#### Activity:
Line tally for "Cañada": state how many lines of the entries include it, with no other text.

Data for processing Block Start

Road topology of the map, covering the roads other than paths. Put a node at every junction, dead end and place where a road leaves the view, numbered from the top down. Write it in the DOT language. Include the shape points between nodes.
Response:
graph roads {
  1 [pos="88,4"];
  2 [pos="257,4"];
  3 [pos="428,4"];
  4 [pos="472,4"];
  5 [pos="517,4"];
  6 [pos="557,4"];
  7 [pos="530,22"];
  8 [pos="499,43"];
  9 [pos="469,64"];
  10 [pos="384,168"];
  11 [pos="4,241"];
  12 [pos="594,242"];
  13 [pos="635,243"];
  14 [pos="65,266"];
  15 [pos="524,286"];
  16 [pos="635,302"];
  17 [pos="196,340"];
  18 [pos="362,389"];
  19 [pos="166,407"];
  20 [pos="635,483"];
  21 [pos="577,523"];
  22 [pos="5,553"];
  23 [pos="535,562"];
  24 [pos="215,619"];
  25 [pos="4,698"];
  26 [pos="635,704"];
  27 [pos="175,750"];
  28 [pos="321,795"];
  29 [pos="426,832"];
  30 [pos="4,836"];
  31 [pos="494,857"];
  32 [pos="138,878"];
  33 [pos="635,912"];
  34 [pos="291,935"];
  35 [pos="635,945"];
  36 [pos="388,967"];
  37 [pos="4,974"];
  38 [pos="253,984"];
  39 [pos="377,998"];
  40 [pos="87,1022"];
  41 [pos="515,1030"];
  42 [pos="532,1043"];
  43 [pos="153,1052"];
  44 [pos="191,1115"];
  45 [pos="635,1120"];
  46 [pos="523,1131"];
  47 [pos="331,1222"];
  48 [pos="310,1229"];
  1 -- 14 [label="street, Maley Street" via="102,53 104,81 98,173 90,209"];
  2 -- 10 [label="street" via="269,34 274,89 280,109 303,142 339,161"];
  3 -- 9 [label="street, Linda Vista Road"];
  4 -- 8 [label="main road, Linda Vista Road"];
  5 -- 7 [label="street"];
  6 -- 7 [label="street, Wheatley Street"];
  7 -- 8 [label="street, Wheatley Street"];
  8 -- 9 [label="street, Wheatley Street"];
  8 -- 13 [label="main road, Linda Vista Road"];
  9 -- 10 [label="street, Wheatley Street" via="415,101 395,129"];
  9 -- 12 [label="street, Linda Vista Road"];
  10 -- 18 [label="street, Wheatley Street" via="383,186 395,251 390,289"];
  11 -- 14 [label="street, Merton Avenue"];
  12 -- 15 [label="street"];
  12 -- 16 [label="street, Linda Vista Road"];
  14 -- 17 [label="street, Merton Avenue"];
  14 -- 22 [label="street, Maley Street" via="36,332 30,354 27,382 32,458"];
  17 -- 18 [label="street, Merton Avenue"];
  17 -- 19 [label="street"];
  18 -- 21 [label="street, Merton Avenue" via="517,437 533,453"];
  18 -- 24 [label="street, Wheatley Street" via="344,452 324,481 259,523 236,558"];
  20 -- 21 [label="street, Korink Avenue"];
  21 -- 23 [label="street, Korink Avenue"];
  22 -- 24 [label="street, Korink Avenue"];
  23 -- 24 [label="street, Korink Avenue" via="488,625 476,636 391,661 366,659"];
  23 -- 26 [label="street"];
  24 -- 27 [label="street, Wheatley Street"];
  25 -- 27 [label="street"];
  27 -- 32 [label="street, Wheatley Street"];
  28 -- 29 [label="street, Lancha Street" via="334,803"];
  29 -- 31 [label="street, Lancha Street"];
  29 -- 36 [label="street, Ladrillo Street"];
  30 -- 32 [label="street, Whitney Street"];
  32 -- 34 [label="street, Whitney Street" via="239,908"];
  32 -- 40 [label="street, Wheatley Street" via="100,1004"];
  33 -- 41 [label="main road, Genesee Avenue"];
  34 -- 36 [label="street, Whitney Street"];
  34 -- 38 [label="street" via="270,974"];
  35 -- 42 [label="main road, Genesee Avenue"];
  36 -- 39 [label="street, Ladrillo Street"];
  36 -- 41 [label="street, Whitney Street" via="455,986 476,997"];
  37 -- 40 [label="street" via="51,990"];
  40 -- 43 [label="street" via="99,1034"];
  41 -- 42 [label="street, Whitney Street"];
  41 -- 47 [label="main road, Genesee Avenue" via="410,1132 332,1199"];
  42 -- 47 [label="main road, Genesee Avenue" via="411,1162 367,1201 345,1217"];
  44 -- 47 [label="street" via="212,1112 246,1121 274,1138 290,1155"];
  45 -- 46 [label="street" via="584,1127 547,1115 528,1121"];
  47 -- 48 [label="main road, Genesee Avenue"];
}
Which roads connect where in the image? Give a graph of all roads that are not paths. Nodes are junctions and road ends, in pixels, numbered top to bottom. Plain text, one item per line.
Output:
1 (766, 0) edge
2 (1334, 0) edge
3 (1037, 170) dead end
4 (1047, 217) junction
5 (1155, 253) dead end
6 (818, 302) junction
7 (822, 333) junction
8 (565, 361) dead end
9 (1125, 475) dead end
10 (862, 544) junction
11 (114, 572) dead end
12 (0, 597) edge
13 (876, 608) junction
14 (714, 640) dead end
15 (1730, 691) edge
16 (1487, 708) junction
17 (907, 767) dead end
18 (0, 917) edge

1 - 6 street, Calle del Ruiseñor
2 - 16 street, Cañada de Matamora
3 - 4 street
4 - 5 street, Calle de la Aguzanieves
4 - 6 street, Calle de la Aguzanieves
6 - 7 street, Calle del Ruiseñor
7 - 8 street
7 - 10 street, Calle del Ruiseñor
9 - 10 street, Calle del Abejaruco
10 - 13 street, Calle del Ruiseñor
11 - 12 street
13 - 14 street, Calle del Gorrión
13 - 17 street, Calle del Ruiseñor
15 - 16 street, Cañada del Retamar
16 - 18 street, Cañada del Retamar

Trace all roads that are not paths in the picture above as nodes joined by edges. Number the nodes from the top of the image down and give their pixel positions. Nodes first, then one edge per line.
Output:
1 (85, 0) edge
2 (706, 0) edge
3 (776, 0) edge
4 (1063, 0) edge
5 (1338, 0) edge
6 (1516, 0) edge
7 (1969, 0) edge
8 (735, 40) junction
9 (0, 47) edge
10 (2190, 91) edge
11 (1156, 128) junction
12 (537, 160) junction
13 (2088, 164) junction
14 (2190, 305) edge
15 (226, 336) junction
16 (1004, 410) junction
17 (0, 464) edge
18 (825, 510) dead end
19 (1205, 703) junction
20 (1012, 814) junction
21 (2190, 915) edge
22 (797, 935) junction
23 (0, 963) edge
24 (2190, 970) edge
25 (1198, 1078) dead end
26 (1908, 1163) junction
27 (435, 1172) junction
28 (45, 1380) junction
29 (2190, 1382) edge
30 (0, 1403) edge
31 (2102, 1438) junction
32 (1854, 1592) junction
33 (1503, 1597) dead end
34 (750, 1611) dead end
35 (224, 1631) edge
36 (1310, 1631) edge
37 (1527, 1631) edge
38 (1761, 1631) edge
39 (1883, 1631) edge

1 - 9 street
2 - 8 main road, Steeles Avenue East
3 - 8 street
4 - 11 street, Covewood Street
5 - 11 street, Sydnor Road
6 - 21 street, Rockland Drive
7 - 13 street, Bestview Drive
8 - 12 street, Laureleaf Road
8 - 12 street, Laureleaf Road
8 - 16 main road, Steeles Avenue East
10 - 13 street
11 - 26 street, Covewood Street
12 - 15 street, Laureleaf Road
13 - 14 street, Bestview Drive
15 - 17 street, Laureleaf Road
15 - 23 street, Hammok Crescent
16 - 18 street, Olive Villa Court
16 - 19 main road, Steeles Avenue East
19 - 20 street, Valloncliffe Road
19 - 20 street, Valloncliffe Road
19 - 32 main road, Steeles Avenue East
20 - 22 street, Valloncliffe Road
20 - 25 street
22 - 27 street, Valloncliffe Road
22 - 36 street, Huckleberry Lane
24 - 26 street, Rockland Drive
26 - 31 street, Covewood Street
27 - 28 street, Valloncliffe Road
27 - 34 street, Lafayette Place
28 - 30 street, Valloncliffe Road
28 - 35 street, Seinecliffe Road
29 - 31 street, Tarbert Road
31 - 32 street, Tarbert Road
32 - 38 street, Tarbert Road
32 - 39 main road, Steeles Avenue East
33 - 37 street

Data for processing Block End

#### Written solution:
3